Still, this is hardly the first time that artists have protested the Biennial — in fact, it is one of the most frequently protested exhibitions in modern art history, second only perhaps to the salons of late-19th century Paris for its capacity to stir up anger towards art-world power structures. And of course, this makes sense: Since it claims to sum up the American art scene, what happens at the biennial really matters. Here, then, is a brief and partial history of anti-Biennial activism:
— Guerrilla Girls, 1987: Perhaps the most serious example of using the biennial to put art-world inequity on trial involved the anonymous, gorilla-masked feminist artist-protesters known as the Guerrilla Girls, who gained national media attention with their exhibition "Guerrilla Girls Review the Whitney," held at the Clocktower in the spring of 1987. As part of the exhibition they released their "Banana Report," which documented the glaring under-representation of female and minority artists in Biennials between 1973 and 1987.
— Miltos Manetas, 2002: Just in time for the 2002 Whitney Biennial, Greek-born Web artist Miltos Manetas took over the official-sounding URL WhitneyBiennial.com and created an incomprehensible Flash animation page, what he called a "parasite" exhibition dedicated to Internet works. He advertised it in advance by saying he was going to disrupt the actual opening by having two-dozen U-Haul trucks circle the block projecting Flash animation pieces by 200 excluded digital artists — an emoty boast that proved to be little more than a publicity stunt for the satirical Web site, which still exists. (In a strange case of life-imitating-art, Manetas's online exhibition format seems to have informed the design of the Whitney's recently rebooted net art venture Artport.)

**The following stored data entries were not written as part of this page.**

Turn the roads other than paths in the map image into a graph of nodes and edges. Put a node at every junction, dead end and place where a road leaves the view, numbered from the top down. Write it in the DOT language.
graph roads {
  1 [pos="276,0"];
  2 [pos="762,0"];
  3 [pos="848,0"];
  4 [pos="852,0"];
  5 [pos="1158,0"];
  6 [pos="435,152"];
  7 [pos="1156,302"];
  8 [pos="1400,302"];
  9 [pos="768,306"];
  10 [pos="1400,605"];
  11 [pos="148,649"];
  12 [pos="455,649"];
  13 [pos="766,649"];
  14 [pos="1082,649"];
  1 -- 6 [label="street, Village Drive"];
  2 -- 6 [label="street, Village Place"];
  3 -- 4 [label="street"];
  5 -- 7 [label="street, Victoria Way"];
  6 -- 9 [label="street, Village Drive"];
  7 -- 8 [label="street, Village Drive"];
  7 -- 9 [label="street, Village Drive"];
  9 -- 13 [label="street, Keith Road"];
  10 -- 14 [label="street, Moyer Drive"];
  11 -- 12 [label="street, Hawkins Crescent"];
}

— Anti-Smoking Prank, 2006: At the time of the 2006 Biennial — the Chrissie Isles and Philippe Vergne-curated "Day For Night" (one of the few such events to have a title) — crafty pranksters took over the Web site WhitneyBiennial.org, erecting something that looked fairly credible — until you clicked on it. Then you got a message that said "Please learn about the Whitney Biennial's lead sponsor..." A further click took you to the logo of Altria, the tobacco company (once known as Phillip Morris) that was then the Whitney's chief corporate partner. A further click took you to a page by something called Altria Means Tobacco, an anti-smoking outfit. (The original fake site is no longer up, but can still be glimpsed via the Internet archive the Wayback Machine.)

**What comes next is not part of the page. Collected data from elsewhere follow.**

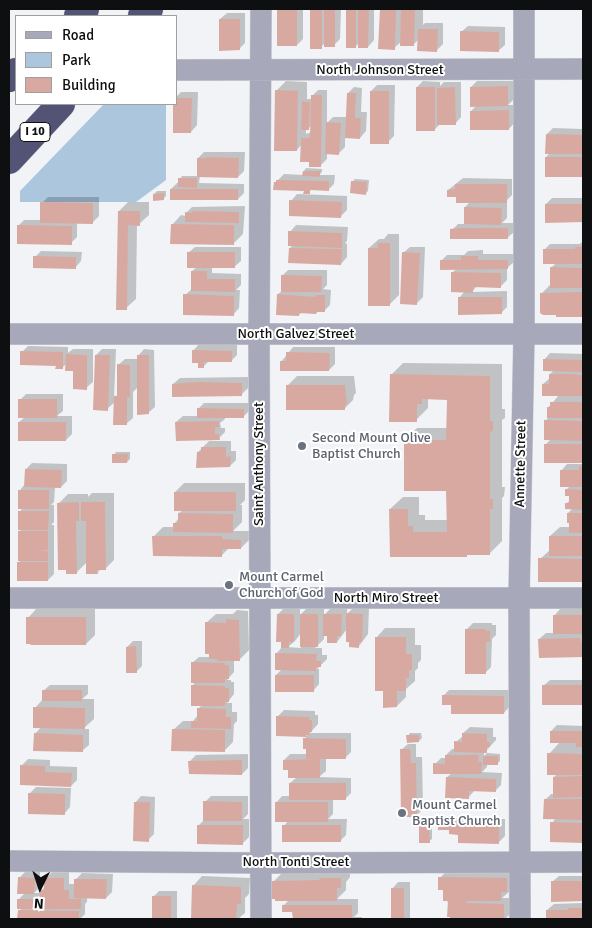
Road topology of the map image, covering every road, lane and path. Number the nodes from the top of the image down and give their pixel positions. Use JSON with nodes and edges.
{"nodes":[{"id":1,"x":261,"y":9,"type":"edge"},
{"id":2,"x":524,"y":9,"type":"edge"},
{"id":3,"x":524,"y":69,"type":"junction"},
{"id":4,"x":583,"y":69,"type":"edge"},
{"id":5,"x":178,"y":70,"type":"edge"},
{"id":6,"x":261,"y":70,"type":"junction"},
{"id":7,"x":59,"y":105,"type":"edge"},
{"id":8,"x":9,"y":160,"type":"edge"},
{"id":9,"x":9,"y":334,"type":"edge"},
{"id":10,"x":259,"y":334,"type":"junction"},
{"id":11,"x":524,"y":334,"type":"junction"},
{"id":12,"x":583,"y":334,"type":"edge"},
{"id":13,"x":9,"y":598,"type":"edge"},
{"id":14,"x":260,"y":598,"type":"junction"},
{"id":15,"x":519,"y":598,"type":"junction"},
{"id":16,"x":583,"y":598,"type":"edge"},
{"id":17,"x":9,"y":861,"type":"edge"},
{"id":18,"x":520,"y":862,"type":"junction"},
{"id":19,"x":583,"y":862,"type":"edge"},
{"id":20,"x":261,"y":863,"type":"junction"},
{"id":21,"x":261,"y":919,"type":"edge"},
{"id":22,"x":520,"y":919,"type":"edge"}],
"edges":[{"from":1,"to":6,"type":"street","name":"Saint Anthony Street"},
{"from":2,"to":3,"type":"street","name":"Annette Street"},
{"from":3,"to":4,"type":"street","name":"North Johnson Street"},
{"from":3,"to":6,"type":"street","name":"North Johnson Street"},
{"from":3,"to":11,"type":"street","name":"Annette Street"},
{"from":5,"to":6,"type":"street","name":"North Johnson Street"},
{"from":6,"to":10,"type":"street","name":"Saint Anthony Street"},
{"from":7,"to":8,"type":"highway","number":"I 10"},
{"from":9,"to":10,"type":"street","name":"North Galvez Street"},
{"from":10,"to":11,"type":"street","name":"North Galvez Street"},
{"from":10,"to":14,"type":"street","name":"Saint Anthony Street"},
{"from":11,"to":12,"type":"street","name":"North Galvez Street"},
{"from":11,"to":15,"type":"street","name":"Annette Street"},
{"from":13,"to":14,"type":"street","name":"North Miro Street"},
{"from":14,"to":15,"type":"street","name":"North Miro Street"},
{"from":14,"to":20,"type":"street","name":"Saint Anthony Street"},
{"from":15,"to":16,"type":"street","name":"North Miro Street"},
{"from":15,"to":18,"type":"street","name":"Annette Street"},
{"from":17,"to":20,"type":"street","name":"North Tonti Street"},
{"from":18,"to":19,"type":"street","name":"North Tonti Street"},
{"from":18,"to":20,"type":"street","name":"North Tonti Street"},
{"from":18,"to":22,"type":"street","name":"Annette Street"},
{"from":20,"to":21,"type":"street","name":"Saint Anthony Street"}]}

— Brucennial 2006-2010: The art collective known as the Bruce High Quality Foundation was invited to the big dance in 2010. But that didn't stop them from going ahead with their alternative version of the event, the so-called Brucennial. In truth, much like their alternative free art school, their anti-Biennial was less an attack on the art world as it was an attempt to clone it and add some more fun and slightly egalitarian modifications. Alongside the many, many little-known and younger artists included in the 2010 Brucennial — selected by word of mouth — were vetted art stars like David Salle, George Condo, and Julian Schnabel, adding clout and also drawing crowds.